These routines are not to be viewed as better or best unless they are applied to a specific situation.
It all depends on where you are in your progression. If you are a beginner or intermediate level then the ideal should serve you well. If you are advanced "or" a person with poor recovery ability then the consolidation routines are more appropriate.
The bottom line os to let the results and progress dictate your choices. If you are progressing well with the ideal routine then stick with it. If the consolidation works for you then stick with it.
No matter what you choose you will eventually need to modify the routines to continue to progress.
NeuroMass believes that consolidation routines are for people with below average recovery. I am an example os someone who does not fit this belief. I have average recovery but reached a point with higher volume where I couldn′t progress anymore and need to adjust my routine downward.

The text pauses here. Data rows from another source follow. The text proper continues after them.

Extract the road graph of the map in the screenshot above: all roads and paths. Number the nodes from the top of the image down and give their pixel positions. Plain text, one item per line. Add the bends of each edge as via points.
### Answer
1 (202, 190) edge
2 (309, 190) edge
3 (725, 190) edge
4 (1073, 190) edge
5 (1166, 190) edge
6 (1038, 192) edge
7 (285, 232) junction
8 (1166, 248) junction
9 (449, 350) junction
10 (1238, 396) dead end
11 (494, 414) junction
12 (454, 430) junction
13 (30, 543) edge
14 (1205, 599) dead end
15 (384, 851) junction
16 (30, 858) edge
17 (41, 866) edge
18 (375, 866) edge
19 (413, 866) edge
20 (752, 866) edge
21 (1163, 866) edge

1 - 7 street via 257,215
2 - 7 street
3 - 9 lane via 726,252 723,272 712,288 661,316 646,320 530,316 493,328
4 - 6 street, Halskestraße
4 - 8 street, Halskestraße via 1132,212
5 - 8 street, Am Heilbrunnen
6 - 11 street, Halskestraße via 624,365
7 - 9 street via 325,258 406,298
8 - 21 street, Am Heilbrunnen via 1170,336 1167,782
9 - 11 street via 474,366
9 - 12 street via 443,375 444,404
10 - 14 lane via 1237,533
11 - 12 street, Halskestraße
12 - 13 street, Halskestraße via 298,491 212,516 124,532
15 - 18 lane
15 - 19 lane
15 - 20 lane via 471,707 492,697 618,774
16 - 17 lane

If you are looking for a perfect routine it does not exist. Your workout card will reveal to you what works and what doesn′t.
If something is stuck then you need to evaluate why it is so. In August 2003 I was stuck on the pulldown at 162.5 lbs. I re-evaluated and was able to add 15 lbs in a short while. Continuing to constantly evaluate the situation has permitted me to progress to 245.
In the overhead press I was getting stuck at 92.5 and progressing slowly. Now I train with 180.
At that time I was doing about 8 exercises. An ideal type of routine would have moved me forward from that point. However now I am past the point where the ideal would allow me to progress at every workout.
You do not need to place yourself in a category of good, average, or poor recovery because it is irrelevant. You just need to determine if you are progressing.